Background: Studies involving the analysis of structural variation including Copy Number Variation (CNV) have recently exploded in the literature. Furthermore, CNVs have been associated with a number of complex diseases and neurodevelopmental disorders. Common methods for CNV detection use SNP, CNV, or CGH arrays, where the signal intensities of consecutive probes are used to define the number of copies associated with a given genomic region. These practices pose a number of challenges that interfere with the ability of available methods to accurately call CNVs. It has, therefore, become necessary to develop experimental protocols to test the reliability of CNV calling methods from microarray data so that researchers can properly discriminate biologically relevant data from noise.
Results: We have developed a workflow for the integration of data from multiple CNV calling algorithms using the same array results. It uses four CNV calling programs: PennCNV (PC), Affymetrix® Genotyping Console™ (AGC), Partek® Genomics Suite™ (PGS) and Golden Helix SVS™ (GH) to analyze CEL files from the Affymetrix® Human SNP 6.0 Array™. To assess the relative suitability of each program, we used individuals of known genetic relationships. We found significant differences in CNV calls obtained by different CNV calling programs.
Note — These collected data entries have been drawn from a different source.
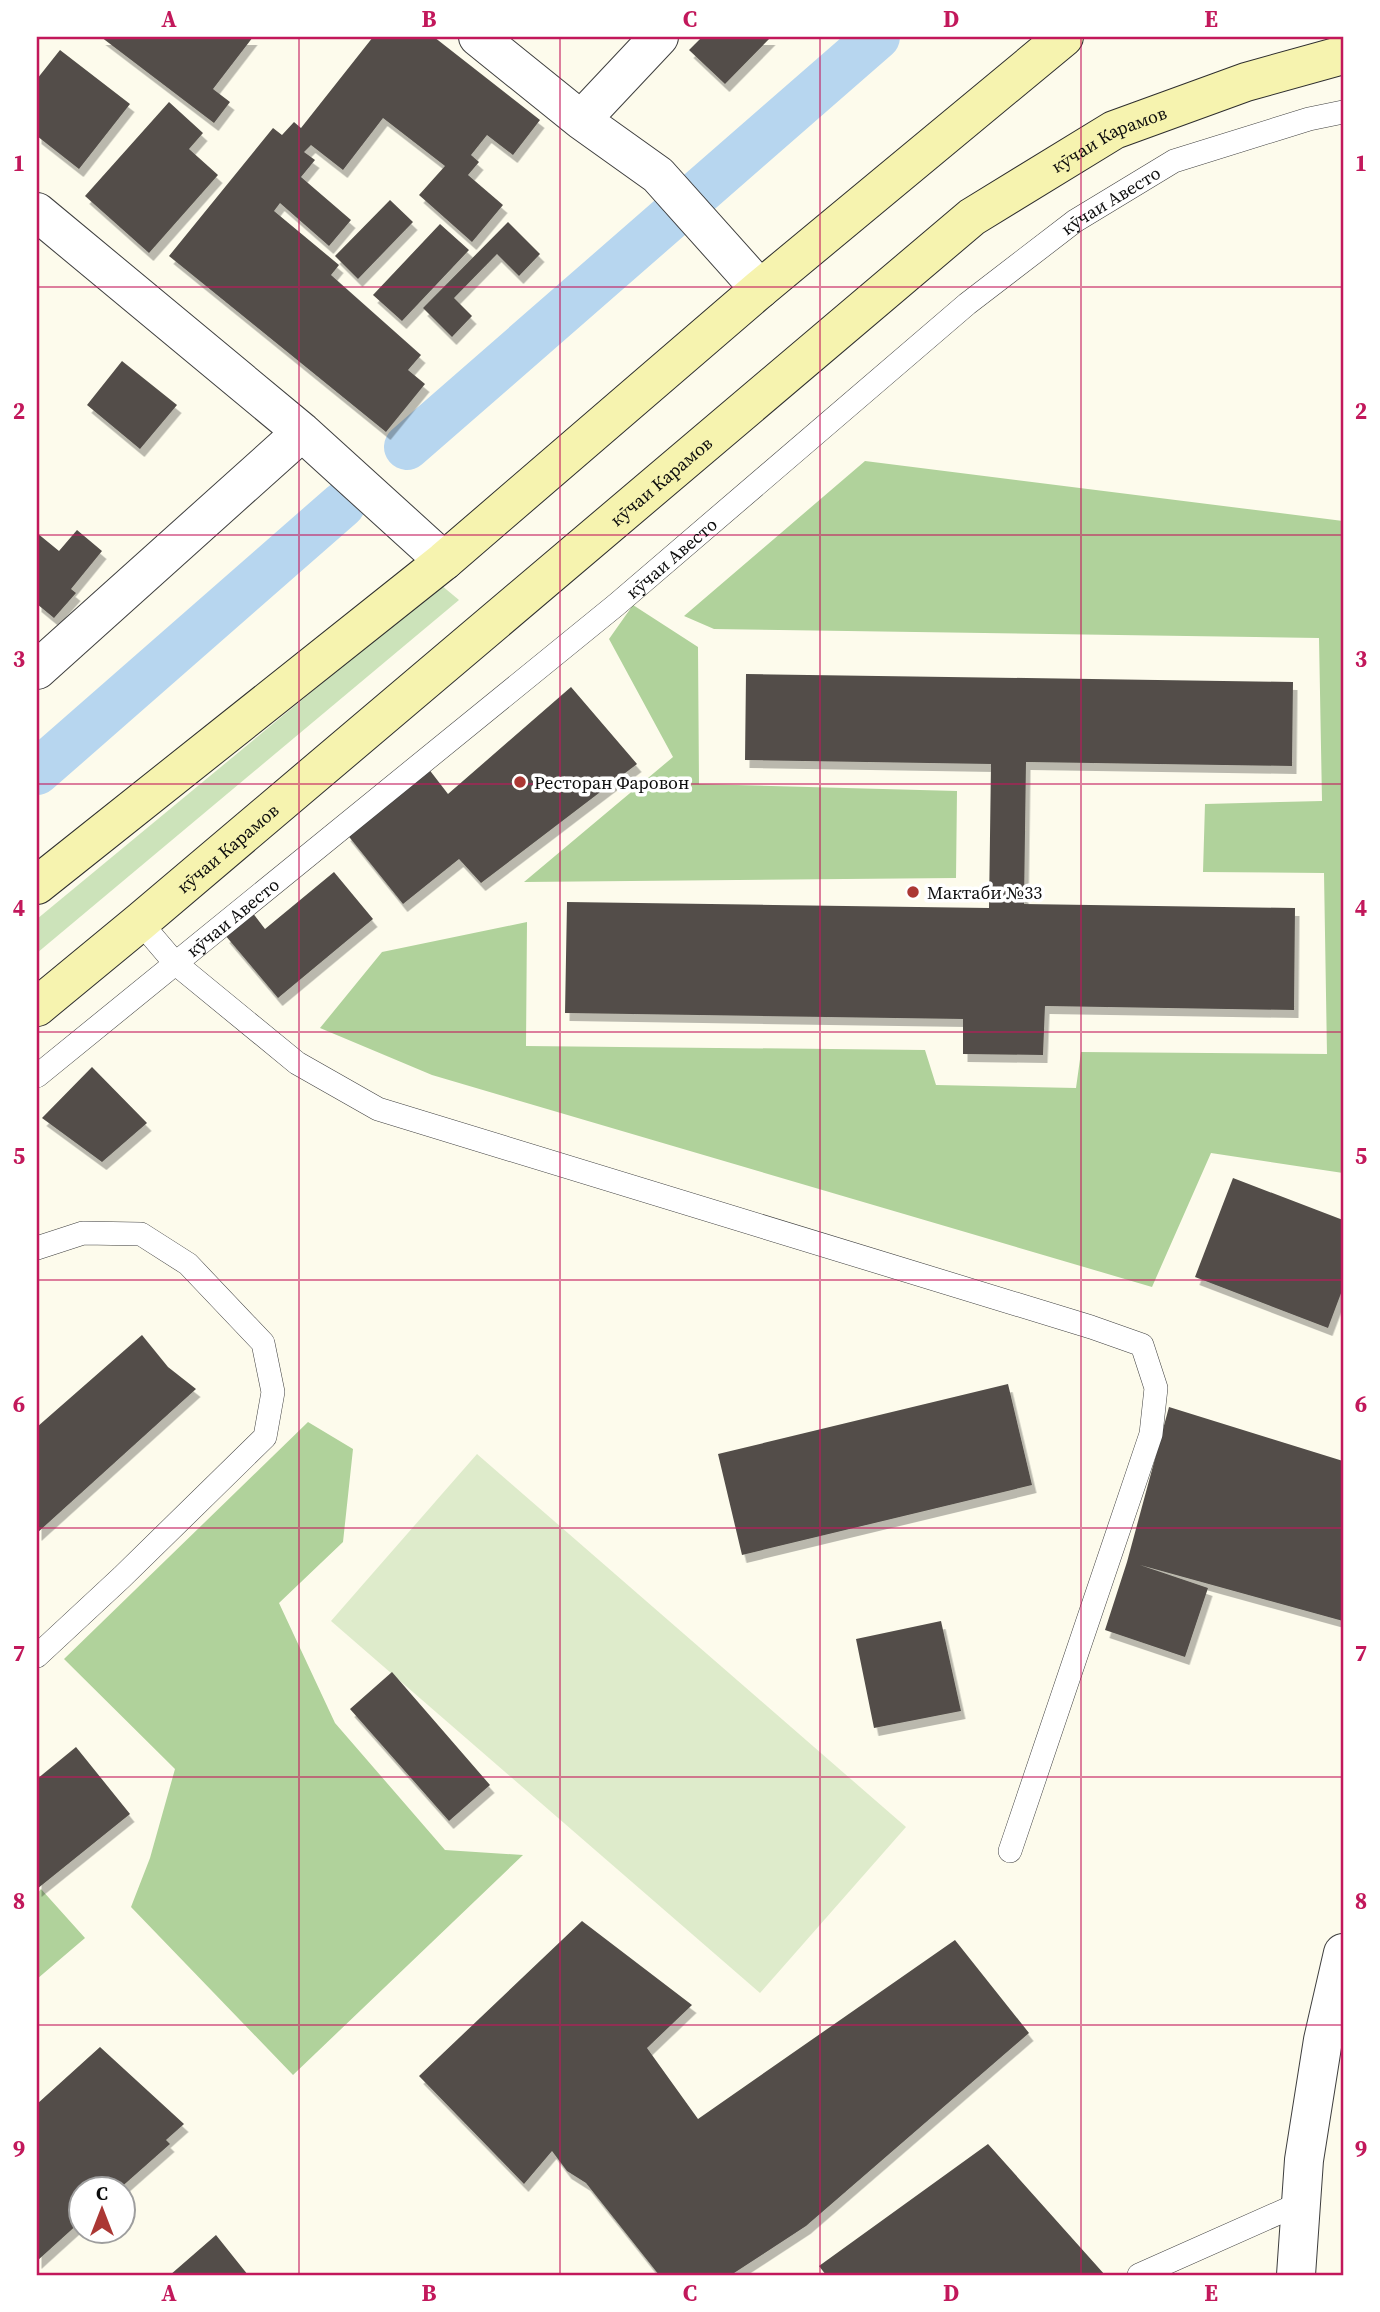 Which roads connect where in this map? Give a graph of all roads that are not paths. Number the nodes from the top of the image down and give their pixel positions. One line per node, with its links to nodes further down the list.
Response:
1 (478, 37): 6 (street)
2 (659, 37): 6 (street)
3 (1064, 37): 8 (main road)
4 (1343, 55): 13 (main road, кӯчаи Карамов)
5 (1343, 112): 14 (lane, кӯчаи Авесто)
6 (581, 120): 8 (street)
7 (37, 212): 9 (street)
8 (760, 289): 10 (main road)
9 (302, 432): 10 (street); 11 (street)
10 (444, 561): 12 (main road)
11 (37, 670)
12 (37, 885)
13 (140, 922): 14 (lane); 15 (main road, кӯчаи Карамов)
14 (175, 963): 16 (lane, кӯчаи Авесто); 19 (lane)
15 (37, 1007)
16 (37, 1076)
17 (37, 1248): 18 (lane)
18 (37, 1657)
19 (1010, 1851)
20 (1343, 1953): 21 (street)
21 (1301, 2203): 22 (lane); 23 (street)
22 (1139, 2275)
23 (1296, 2275)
Conclusions: Although the programs showed variable patterns of CNVs in the same individuals, their distribution in individuals of different degrees of genetic relatedness has allowed us to offer two suggestions. The first involves the use of multiple algorithms for the detection of the largest possible number of CNVs, and the second suggests the use of PennCNV over all other methods when the use of only one software program is desirable.